AIM OF THE EXERCISE:
Word for word, set down the entries that follow.

(Stored data)

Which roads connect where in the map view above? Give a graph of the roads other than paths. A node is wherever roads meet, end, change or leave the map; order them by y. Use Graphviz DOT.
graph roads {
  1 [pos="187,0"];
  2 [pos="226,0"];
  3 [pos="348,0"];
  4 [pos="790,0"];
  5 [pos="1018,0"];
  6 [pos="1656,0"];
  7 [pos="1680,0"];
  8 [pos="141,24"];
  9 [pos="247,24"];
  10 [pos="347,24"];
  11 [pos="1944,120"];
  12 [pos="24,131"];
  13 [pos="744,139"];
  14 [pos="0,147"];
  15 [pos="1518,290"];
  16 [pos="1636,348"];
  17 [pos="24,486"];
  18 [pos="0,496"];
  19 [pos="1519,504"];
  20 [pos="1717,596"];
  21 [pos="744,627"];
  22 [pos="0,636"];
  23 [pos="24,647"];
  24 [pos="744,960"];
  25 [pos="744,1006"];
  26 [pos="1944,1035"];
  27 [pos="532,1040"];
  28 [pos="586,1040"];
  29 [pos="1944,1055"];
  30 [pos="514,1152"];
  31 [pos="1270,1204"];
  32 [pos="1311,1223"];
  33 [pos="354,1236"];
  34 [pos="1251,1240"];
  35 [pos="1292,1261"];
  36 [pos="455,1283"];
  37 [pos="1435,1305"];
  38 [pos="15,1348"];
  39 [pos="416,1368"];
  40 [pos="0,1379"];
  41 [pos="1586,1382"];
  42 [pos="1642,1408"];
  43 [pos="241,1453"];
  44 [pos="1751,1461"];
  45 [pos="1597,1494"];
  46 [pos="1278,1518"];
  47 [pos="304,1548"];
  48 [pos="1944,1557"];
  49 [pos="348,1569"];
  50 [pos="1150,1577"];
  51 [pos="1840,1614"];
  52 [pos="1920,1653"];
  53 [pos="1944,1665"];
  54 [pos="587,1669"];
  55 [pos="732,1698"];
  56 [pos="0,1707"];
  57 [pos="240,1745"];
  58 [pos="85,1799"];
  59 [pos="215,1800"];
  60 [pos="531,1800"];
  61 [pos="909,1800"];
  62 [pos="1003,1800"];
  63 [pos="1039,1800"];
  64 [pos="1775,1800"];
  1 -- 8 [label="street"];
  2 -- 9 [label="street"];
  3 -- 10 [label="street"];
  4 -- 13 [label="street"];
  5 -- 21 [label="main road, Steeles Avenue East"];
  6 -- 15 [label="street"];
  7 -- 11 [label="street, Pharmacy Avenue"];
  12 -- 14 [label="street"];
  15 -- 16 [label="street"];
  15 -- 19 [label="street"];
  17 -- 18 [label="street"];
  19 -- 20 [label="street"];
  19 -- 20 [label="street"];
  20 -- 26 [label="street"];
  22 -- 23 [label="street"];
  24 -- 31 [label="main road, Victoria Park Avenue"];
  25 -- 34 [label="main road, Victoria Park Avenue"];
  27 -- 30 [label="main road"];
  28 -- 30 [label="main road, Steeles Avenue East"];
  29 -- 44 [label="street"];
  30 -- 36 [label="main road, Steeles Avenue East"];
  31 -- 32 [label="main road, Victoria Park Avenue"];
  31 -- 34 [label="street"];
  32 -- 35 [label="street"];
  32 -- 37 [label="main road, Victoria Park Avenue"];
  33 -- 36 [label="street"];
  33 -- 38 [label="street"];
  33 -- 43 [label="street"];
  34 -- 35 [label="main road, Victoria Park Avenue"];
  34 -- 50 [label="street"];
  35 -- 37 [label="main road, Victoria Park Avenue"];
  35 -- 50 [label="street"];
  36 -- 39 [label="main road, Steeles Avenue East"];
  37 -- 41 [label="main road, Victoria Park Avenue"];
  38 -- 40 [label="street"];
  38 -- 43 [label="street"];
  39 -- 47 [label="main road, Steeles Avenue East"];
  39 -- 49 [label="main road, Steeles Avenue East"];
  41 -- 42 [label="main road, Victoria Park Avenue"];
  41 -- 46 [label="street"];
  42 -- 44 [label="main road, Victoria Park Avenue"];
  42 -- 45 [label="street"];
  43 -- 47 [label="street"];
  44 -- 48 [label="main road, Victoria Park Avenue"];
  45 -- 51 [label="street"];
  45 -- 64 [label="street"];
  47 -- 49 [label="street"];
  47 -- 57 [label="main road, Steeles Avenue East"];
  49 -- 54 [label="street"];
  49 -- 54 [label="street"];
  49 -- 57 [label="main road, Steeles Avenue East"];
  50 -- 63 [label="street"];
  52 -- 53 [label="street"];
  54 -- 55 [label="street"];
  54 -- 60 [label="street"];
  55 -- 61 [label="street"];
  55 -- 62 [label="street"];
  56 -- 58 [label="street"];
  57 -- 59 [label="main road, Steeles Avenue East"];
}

EXERCISE ANSWER:
Which roads connect where in the map view above? Give a graph of the roads other than paths. A node is wherever roads meet, end, change or leave the map; order them by y. Use Graphviz DOT.
graph roads {
  1 [pos="187,0"];
  2 [pos="226,0"];
  3 [pos="348,0"];
  4 [pos="790,0"];
  5 [pos="1018,0"];
  6 [pos="1656,0"];
  7 [pos="1680,0"];
  8 [pos="141,24"];
  9 [pos="247,24"];
  10 [pos="347,24"];
  11 [pos="1944,120"];
  12 [pos="24,131"];
  13 [pos="744,139"];
  14 [pos="0,147"];
  15 [pos="1518,290"];
  16 [pos="1636,348"];
  17 [pos="24,486"];
  18 [pos="0,496"];
  19 [pos="1519,504"];
  20 [pos="1717,596"];
  21 [pos="744,627"];
  22 [pos="0,636"];
  23 [pos="24,647"];
  24 [pos="744,960"];
  25 [pos="744,1006"];
  26 [pos="1944,1035"];
  27 [pos="532,1040"];
  28 [pos="586,1040"];
  29 [pos="1944,1055"];
  30 [pos="514,1152"];
  31 [pos="1270,1204"];
  32 [pos="1311,1223"];
  33 [pos="354,1236"];
  34 [pos="1251,1240"];
  35 [pos="1292,1261"];
  36 [pos="455,1283"];
  37 [pos="1435,1305"];
  38 [pos="15,1348"];
  39 [pos="416,1368"];
  40 [pos="0,1379"];
  41 [pos="1586,1382"];
  42 [pos="1642,1408"];
  43 [pos="241,1453"];
  44 [pos="1751,1461"];
  45 [pos="1597,1494"];
  46 [pos="1278,1518"];
  47 [pos="304,1548"];
  48 [pos="1944,1557"];
  49 [pos="348,1569"];
  50 [pos="1150,1577"];
  51 [pos="1840,1614"];
  52 [pos="1920,1653"];
  53 [pos="1944,1665"];
  54 [pos="587,1669"];
  55 [pos="732,1698"];
  56 [pos="0,1707"];
  57 [pos="240,1745"];
  58 [pos="85,1799"];
  59 [pos="215,1800"];
  60 [pos="531,1800"];
  61 [pos="909,1800"];
  62 [pos="1003,1800"];
  63 [pos="1039,1800"];
  64 [pos="1775,1800"];
  1 -- 8 [label="street"];
  2 -- 9 [label="street"];
  3 -- 10 [label="street"];
  4 -- 13 [label="street"];
  5 -- 21 [label="main road, Steeles Avenue East"];
  6 -- 15 [label="street"];
  7 -- 11 [label="street, Pharmacy Avenue"];
  12 -- 14 [label="street"];
  15 -- 16 [label="street"];
  15 -- 19 [label="street"];
  17 -- 18 [label="street"];
  19 -- 20 [label="street"];
  19 -- 20 [label="street"];
  20 -- 26 [label="street"];
  22 -- 23 [label="street"];
  24 -- 31 [label="main road, Victoria Park Avenue"];
  25 -- 34 [label="main road, Victoria Park Avenue"];
  27 -- 30 [label="main road"];
  28 -- 30 [label="main road, Steeles Avenue East"];
  29 -- 44 [label="street"];
  30 -- 36 [label="main road, Steeles Avenue East"];
  31 -- 32 [label="main road, Victoria Park Avenue"];
  31 -- 34 [label="street"];
  32 -- 35 [label="street"];
  32 -- 37 [label="main road, Victoria Park Avenue"];
  33 -- 36 [label="street"];
  33 -- 38 [label="street"];
  33 -- 43 [label="street"];
  34 -- 35 [label="main road, Victoria Park Avenue"];
  34 -- 50 [label="street"];
  35 -- 37 [label="main road, Victoria Park Avenue"];
  35 -- 50 [label="street"];
  36 -- 39 [label="main road, Steeles Avenue East"];
  37 -- 41 [label="main road, Victoria Park Avenue"];
  38 -- 40 [label="street"];
  38 -- 43 [label="street"];
  39 -- 47 [label="main road, Steeles Avenue East"];
  39 -- 49 [label="main road, Steeles Avenue East"];
  41 -- 42 [label="main road, Victoria Park Avenue"];
  41 -- 46 [label="street"];
  42 -- 44 [label="main road, Victoria Park Avenue"];
  42 -- 45 [label="street"];
  43 -- 47 [label="street"];
  44 -- 48 [label="main road, Victoria Park Avenue"];
  45 -- 51 [label="street"];
  45 -- 64 [label="street"];
  47 -- 49 [label="street"];
  47 -- 57 [label="main road, Steeles Avenue East"];
  49 -- 54 [label="street"];
  49 -- 54 [label="street"];
  49 -- 57 [label="main road, Steeles Avenue East"];
  50 -- 63 [label="street"];
  52 -- 53 [label="street"];
  54 -- 55 [label="street"];
  54 -- 60 [label="street"];
  55 -- 61 [label="street"];
  55 -- 62 [label="street"];
  56 -- 58 [label="street"];
  57 -- 59 [label="main road, Steeles Avenue East"];
}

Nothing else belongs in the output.